Until now, the spin of an electron has been controlled by magnetic fields. However, these field are extremely difficult to generate on a chip. The electron spin in the qubits that are currently being generated by the Dutch scientists can be controlled by a charge or an electric field, rather than by magnetic fields. This form of control has major advantages, as Leo Kouwenhoven, scientist at the Kavli Institute of Nanoscience at TU Delft, points out: “These spin-orbit qubits combine the best of both worlds. They employ the advantages of both electronic control and information storage in the electron spin.”
There is another important new development in the Dutch research: the scientists have been able to embed the qubits (two) into nanowires made of a semiconductor material (indium arsenide). These wires are of the order of nanometres in diameter and micrometres in length.
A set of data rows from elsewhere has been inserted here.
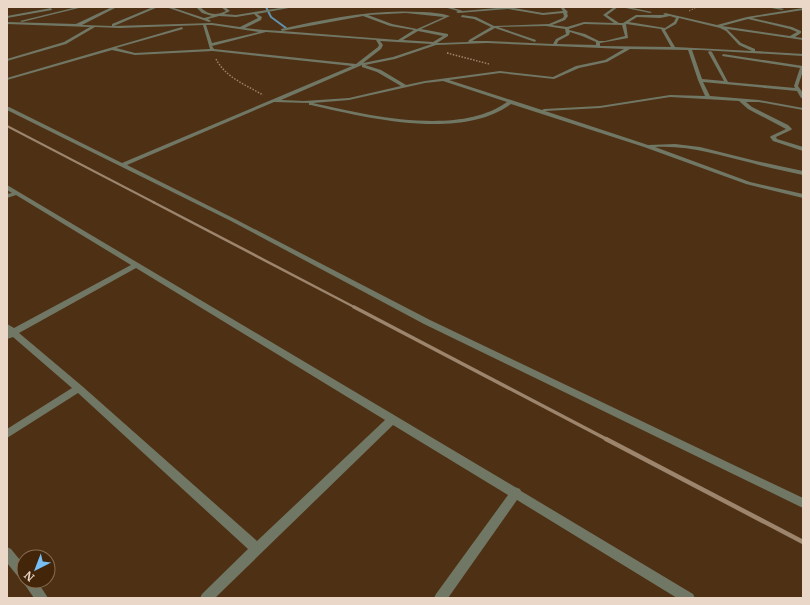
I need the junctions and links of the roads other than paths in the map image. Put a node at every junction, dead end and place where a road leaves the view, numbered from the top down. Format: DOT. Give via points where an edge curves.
graph roads {
  1 [pos="63,7"];
  2 [pos="80,7"];
  3 [pos="115,7"];
  4 [pos="156,7"];
  5 [pos="168,7"];
  6 [pos="198,7"];
  7 [pos="223,7"];
  8 [pos="292,7"];
  9 [pos="446,7"];
  10 [pos="474,7"];
  11 [pos="563,7"];
  12 [pos="616,7"];
  13 [pos="623,7"];
  14 [pos="768,7"];
  15 [pos="431,8"];
  16 [pos="634,8"];
  17 [pos="803,9"];
  18 [pos="202,10"];
  19 [pos="797,10"];
  20 [pos="368,11"];
  21 [pos="420,12"];
  22 [pos="566,12"];
  23 [pos="188,13"];
  24 [pos="254,13"];
  25 [pos="459,13"];
  26 [pos="364,15"];
  27 [pos="670,15"];
  28 [pos="218,16"];
  29 [pos="448,16"];
  30 [pos="7,17"];
  31 [pos="678,17"];
  32 [pos="747,18"];
  33 [pos="205,19"];
  34 [pos="7,23"];
  35 [pos="13,23"];
  36 [pos="625,23"];
  37 [pos="204,24"];
  38 [pos="212,24"];
  39 [pos="618,24"];
  40 [pos="194,25"];
  41 [pos="546,25"];
  42 [pos="76,26"];
  43 [pos="720,26"];
  44 [pos="93,27"];
  45 [pos="108,27"];
  46 [pos="494,27"];
  47 [pos="240,28"];
  48 [pos="417,30"];
  49 [pos="568,30"];
  50 [pos="663,30"];
  51 [pos="266,31"];
  52 [pos="272,32"];
  53 [pos="791,37"];
  54 [pos="378,39"];
  55 [pos="803,39"];
  56 [pos="399,41"];
  57 [pos="470,42"];
  58 [pos="598,42"];
  59 [pos="434,43"];
  60 [pos="442,44"];
  61 [pos="541,44"];
  62 [pos="554,45"];
  63 [pos="210,46"];
  64 [pos="598,47"];
  65 [pos="629,48"];
  66 [pos="673,48"];
  67 [pos="113,49"];
  68 [pos="690,49"];
  69 [pos="702,49"];
  70 [pos="213,50"];
  71 [pos="710,52"];
  72 [pos="766,53"];
  73 [pos="802,56"];
  74 [pos="7,60"];
  75 [pos="359,65"];
  76 [pos="802,67"];
  77 [pos="7,79"];
  78 [pos="441,79"];
  79 [pos="700,80"];
  80 [pos="727,83"];
  81 [pos="404,86"];
  82 [pos="797,90"];
  83 [pos="708,97"];
  84 [pos="803,97"];
  85 [pos="741,100"];
  86 [pos="273,101"];
  87 [pos="304,102"];
  88 [pos="510,102"];
  89 [pos="7,108"];
  90 [pos="803,109"];
  91 [pos="537,110"];
  92 [pos="646,146"];
  93 [pos="803,149"];
  94 [pos="122,165"];
  95 [pos="803,173"];
  96 [pos="7,187"];
  97 [pos="17,193"];
  98 [pos="7,196"];
  99 [pos="803,196"];
  100 [pos="138,265"];
  101 [pos="9,332"];
  102 [pos="79,388"];
  103 [pos="392,420"];
  104 [pos="7,434"];
  105 [pos="516,492"];
  106 [pos="803,503"];
  107 [pos="257,549"];
  108 [pos="8,558"];
  109 [pos="16,566"];
  110 [pos="35,589"];
  111 [pos="42,598"];
  112 [pos="206,598"];
  113 [pos="440,598"];
  114 [pos="690,598"];
  1 -- 30 [label="street"];
  2 -- 35 [label="street"];
  3 -- 42 [label="street"];
  4 -- 45 [label="street"];
  5 -- 23 [label="street"];
  6 -- 18 [label="street"];
  7 -- 28 [label="street" via="228,11"];
  8 -- 24 [label="street"];
  9 -- 25 [label="street"];
  10 -- 25 [label="street"];
  11 -- 22 [label="street"];
  12 -- 39 [label="street" via="605,15"];
  13 -- 16 [label="street"];
  14 -- 19 [label="street"];
  15 -- 21 [label="street"];
  16 -- 27 [label="street"];
  17 -- 19 [label="street"];
  18 -- 23 [label="street"];
  18 -- 28 [label="street"];
  19 -- 32 [label="street"];
  20 -- 26 [label="street"];
  21 -- 26 [label="street"];
  21 -- 29 [label="street"];
  22 -- 25 [label="street" via="543,14 508,8"];
  22 -- 41 [label="street" via="564,19"];
  23 -- 33 [label="street"];
  24 -- 28 [label="street"];
  24 -- 47 [label="street" via="260,19"];
  25 -- 29 [label="street"];
  25 -- 46 [label="street"];
  26 -- 48 [label="street"];
  26 -- 52 [label="street"];
  27 -- 31 [label="street"];
  27 -- 36 [label="street" via="636,16"];
  28 -- 33 [label="street"];
  29 -- 48 [label="street"];
  31 -- 43 [label="street"];
  31 -- 50 [label="street" via="672,26"];
  32 -- 43 [label="street"];
  32 -- 53 [label="street" via="800,32"];
  33 -- 38 [label="street"];
  34 -- 35 [label="street"];
  35 -- 42 [label="street"];
  36 -- 39 [label="street"];
  36 -- 50 [label="street"];
  36 -- 58 [label="street" via="626,37"];
  37 -- 38 [label="street"];
  37 -- 40 [label="street"];
  37 -- 63 [label="street"];
  38 -- 47 [label="street"];
  39 -- 49 [label="street" via="584,23"];
  40 -- 45 [label="street"];
  40 -- 67 [label="street"];
  41 -- 46 [label="street"];
  41 -- 49 [label="street"];
  42 -- 44 [label="street"];
  43 -- 53 [label="street"];
  43 -- 72 [label="street" via="740,44"];
  44 -- 45 [label="street"];
  44 -- 74 [label="street" via="65,43"];
  46 -- 57 [label="street"];
  46 -- 61 [label="street"];
  47 -- 51 [label="street"];
  48 -- 56 [label="street"];
  48 -- 59 [label="street" via="447,35"];
  49 -- 58 [label="street"];
  49 -- 62 [label="street" via="568,34 557,40"];
  50 -- 66 [label="street"];
  51 -- 52 [label="street"];
  51 -- 63 [label="street"];
  52 -- 54 [label="street"];
  53 -- 55 [label="street"];
  54 -- 56 [label="street"];
  54 -- 75 [label="street" via="380,48"];
  56 -- 59 [label="street"];
  57 -- 60 [label="street"];
  57 -- 61 [label="street"];
  58 -- 64 [label="street"];
  59 -- 60 [label="street"];
  60 -- 75 [label="street"];
  61 -- 62 [label="street"];
  62 -- 64 [label="street"];
  63 -- 70 [label="street"];
  64 -- 65 [label="street"];
  65 -- 66 [label="street"];
  65 -- 78 [label="street" via="606,61 578,67 554,78 500,72"];
  66 -- 68 [label="street"];
  67 -- 70 [label="street" via="135,54"];
  67 -- 77 [label="street"];
  68 -- 69 [label="street"];
  68 -- 79 [label="street"];
  69 -- 71 [label="street"];
  69 -- 72 [label="street"];
  70 -- 75 [label="street"];
  71 -- 76 [label="street"];
  71 -- 80 [label="street"];
  72 -- 73 [label="street"];
  75 -- 81 [label="street" via="379,71"];
  75 -- 86 [label="street"];
  76 -- 82 [label="street"];
  78 -- 81 [label="street"];
  78 -- 88 [label="street"];
  79 -- 80 [label="street"];
  79 -- 83 [label="street"];
  80 -- 82 [label="street"];
  81 -- 87 [label="street" via="349,99"];
  82 -- 84 [label="street"];
  83 -- 85 [label="street"];
  83 -- 91 [label="street" via="670,96 600,107"];
  85 -- 90 [label="street"];
  85 -- 93 [label="street" via="750,108 789,129 775,135 775,140"];
  86 -- 87 [label="street"];
  86 -- 94 [label="street"];
  87 -- 88 [label="street" via="392,121 430,122 488,115"];
  88 -- 91 [label="street"];
  89 -- 94 [label="street"];
  91 -- 92 [label="street"];
  92 -- 95 [label="street" via="706,148"];
  92 -- 99 [label="street" via="748,183"];
  94 -- 106 [label="street" via="427,322"];
  96 -- 97 [label="street"];
  97 -- 98 [label="street"];
  97 -- 100 [label="street"];
  100 -- 101 [label="street"];
  100 -- 103 [label="street"];
  101 -- 102 [label="street"];
  102 -- 104 [label="street"];
  102 -- 107 [label="street"];
  103 -- 105 [label="street"];
  103 -- 107 [label="street"];
  105 -- 113 [label="street"];
  105 -- 114 [label="street"];
  107 -- 112 [label="street"];
  108 -- 109 [label="street"];
  110 -- 111 [label="street"];
}
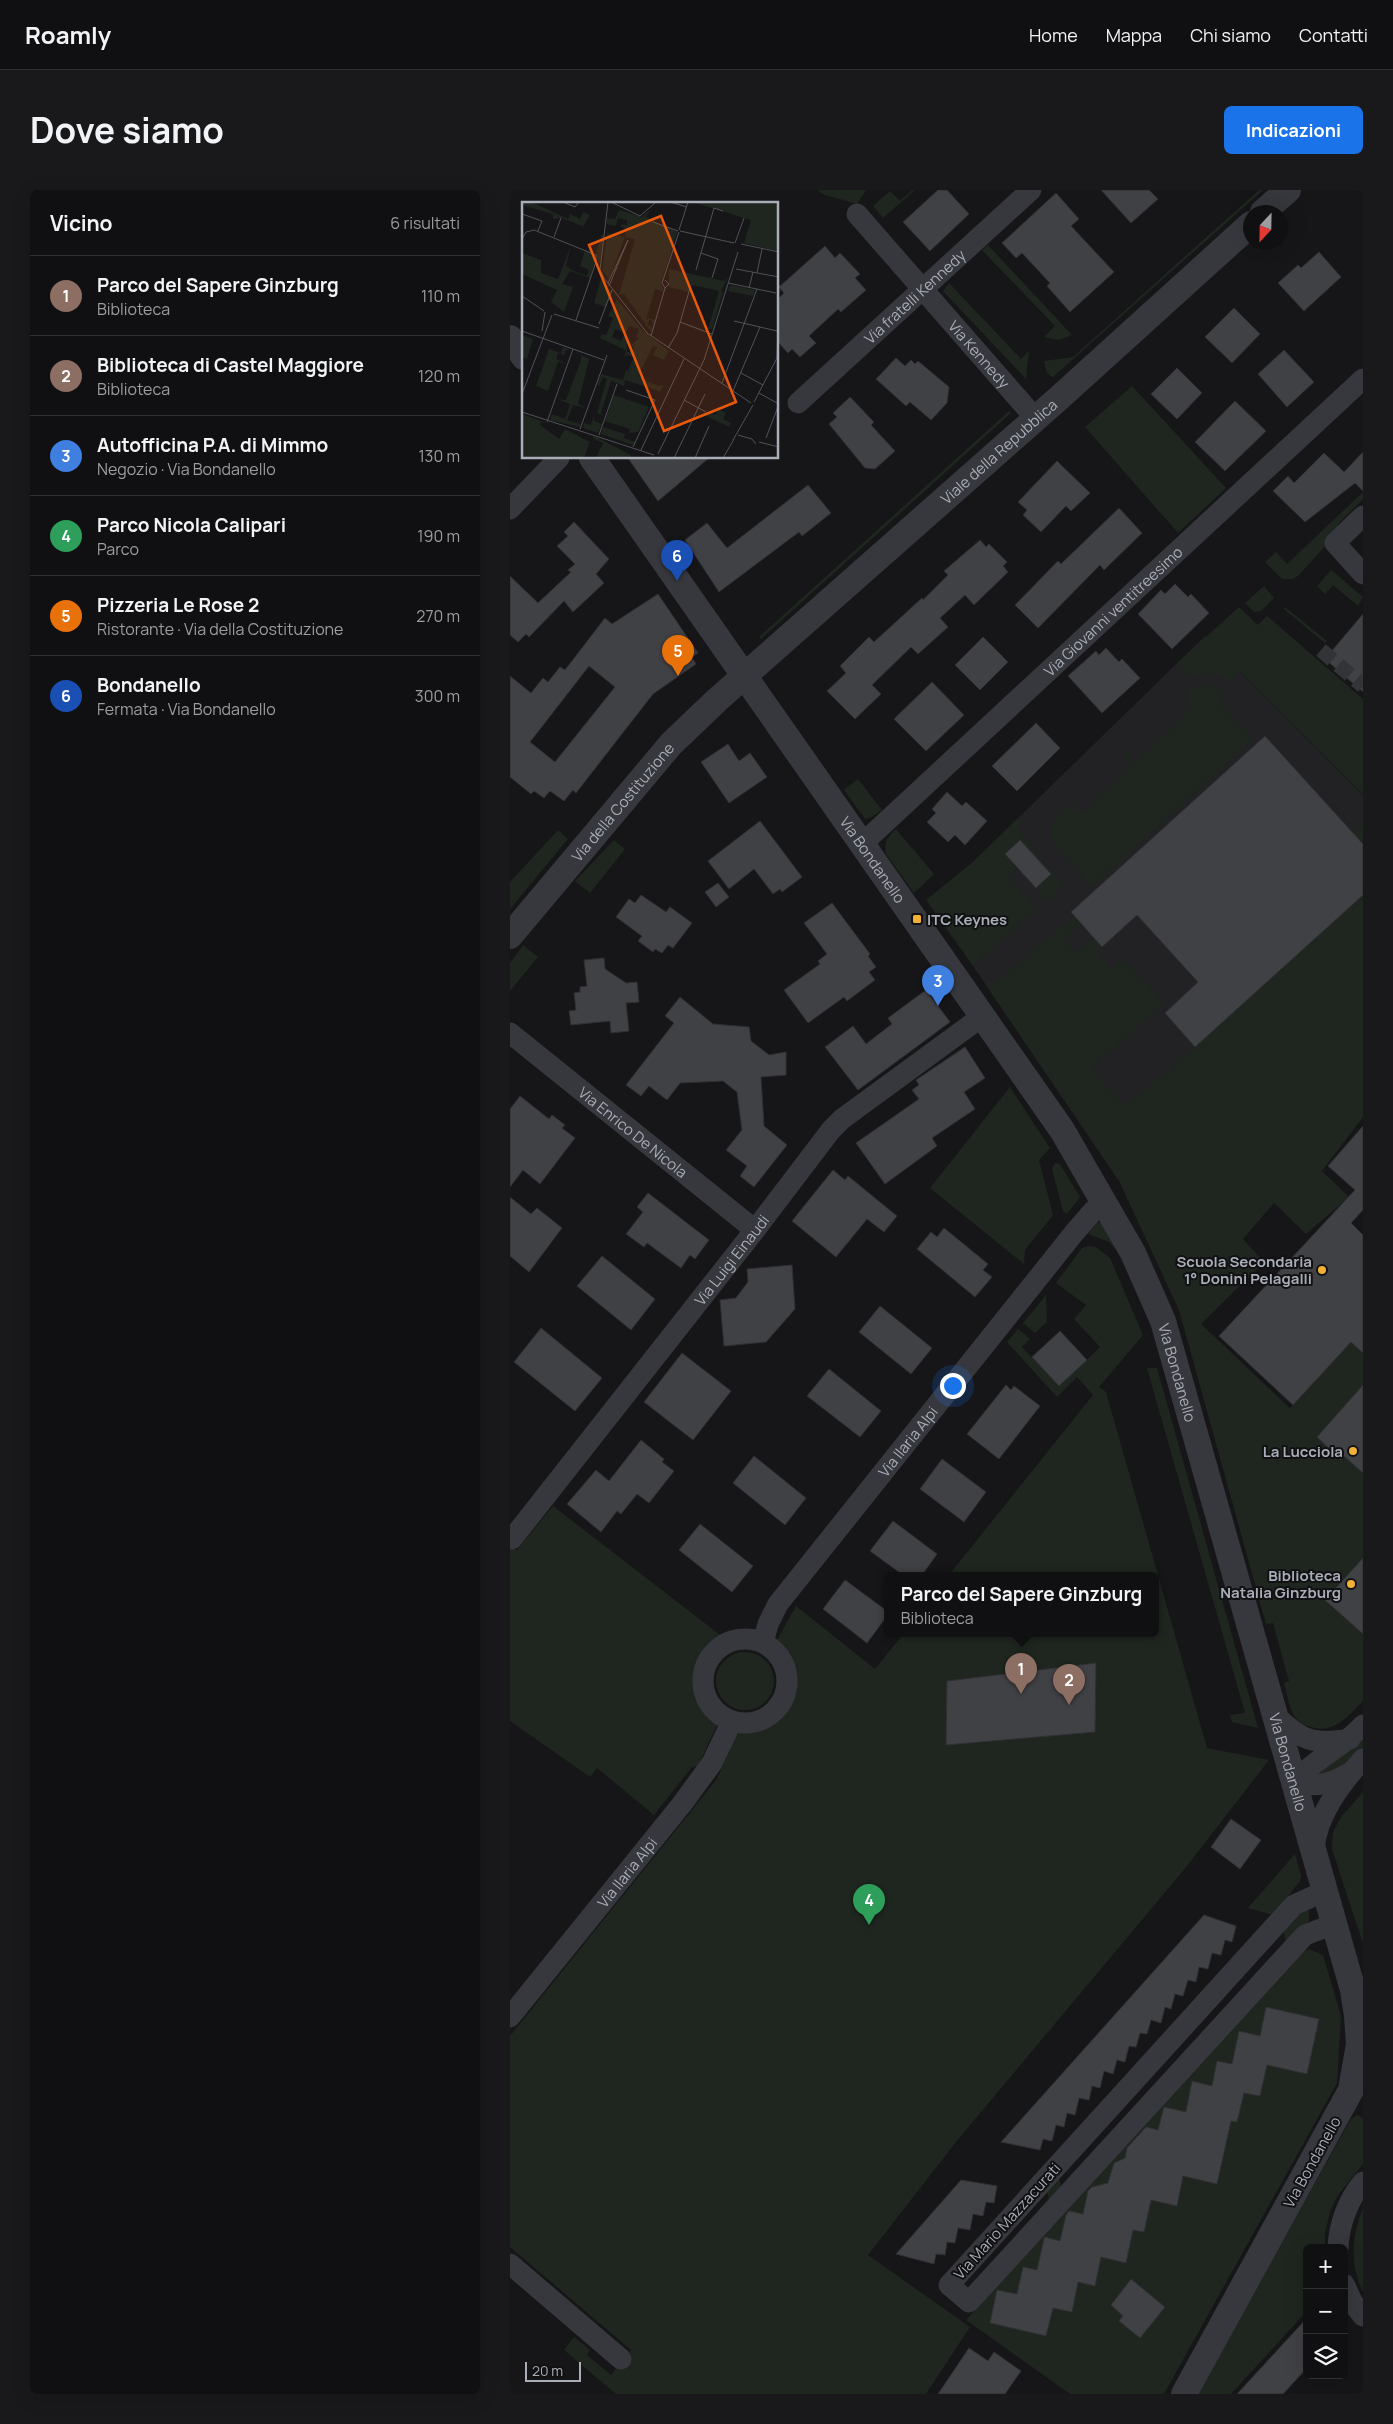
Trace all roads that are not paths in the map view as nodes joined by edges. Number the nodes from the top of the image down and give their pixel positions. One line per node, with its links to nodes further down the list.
1 (1031, 190): 6 (street, Via fratelli Kennedy)
2 (1288, 190): 3 (street)
3 (1271, 205)
4 (857, 214): 6 (street, Via Kennedy)
5 (1243, 230): 11 (street, Viale della Repubblica)
6 (922, 290): 10 (street, Via fratelli Kennedy); 11 (street, Via Kennedy)
7 (510, 338): 8 (street)
8 (522, 354)
9 (1363, 380): 18 (street, Via Giovanni ventitreesimo)
10 (798, 403)
11 (1036, 419): 17 (street, Viale della Repubblica)
12 (557, 459): 14 (street)
13 (593, 459): 17 (street, Via Bondanello)
14 (510, 509)
15 (1363, 516): 16 (street)
16 (1363, 574)
17 (743, 675): 18 (street, Via Bondanello); 19 (street, Via della Costituzione)
18 (863, 843): 20 (street, Via Bondanello)
19 (510, 936)
20 (984, 1016): 22 (street, Via Bondanello); 23 (street, Via Luigi Einaudi)
21 (510, 1033): 23 (street, Via Enrico De Nicola)
22 (1106, 1204): 25 (street, Via Ilaria Alpi); 26 (street, Via Bondanello)
23 (755, 1230): 24 (street, Via Luigi Einaudi)
24 (512, 1539)
25 (763, 1643): 27 (street); 27 (street)
26 (1275, 1715): 28 (street); 30 (street, Via Bondanello)
27 (732, 1721): 34 (street, Via Ilaria Alpi)
28 (1357, 1732): 30 (street)
29 (1357, 1765): 30 (street); 31 (street)
30 (1294, 1782): 31 (street, Via Bondanello)
31 (1314, 1851): 32 (street, Via Bondanello)
32 (1325, 1891): 33 (street, Via Bondanello); 33 (street, Via Mario Mazzacurati)
33 (1334, 1924): 35 (street, Via Bondanello)
34 (510, 2017)
35 (1361, 2044): 36 (street, Via Bondanello)
36 (1357, 2095): 43 (street, Via Bondanello)
37 (1363, 2182): 38 (street)
38 (1339, 2244)
39 (510, 2264): 42 (street)
40 (1346, 2289): 41 (street)
41 (1363, 2316)
42 (622, 2359)
43 (1184, 2394)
Kouwenhoven: “These nanowires are being increasingly used as convenient building blocks in nanoelectronics. Nanowires are an excellent platform for quantum information processing, among other applications.”
Motion of electrons can influence their spins through a fundamental effect called spin–orbit interaction. This interaction provides a way to control spins electrically and thus lies at the foundation of spintronics. Even at the level of single electrons, the spin–orbit interaction has proven promising for coherent spin rotations. Here we implement a spin–orbit quantum bit (qubit) in an indium arsenide nanowire, where the spin–orbit interaction is so strong that spin and motion can no longer be separated. In this regime, we realize fast qubit rotations and universal single-qubit control using only electric fields; the qubits are hosted in single-electron quantum dots that are individually addressable. We enhance coherence by dynamically decoupling the qubits from the environment. Nanowires offer various advantages for quantum computing: they can serve as one-dimensional templates for scalable qubit registers, and it is possible to vary the material even during wire growth. Such flexibility can be used to design wires with suppressed decoherence and to push semiconductor qubit fidelities towards error correction levels. Furthermore, electrical dots can be integrated with optical dots in p–n junction nanowires. The coherence times achieved here are sufficient for the conversion of an electronic qubit into a photon, which can serve as a flying qubit for long-distance quantum communication.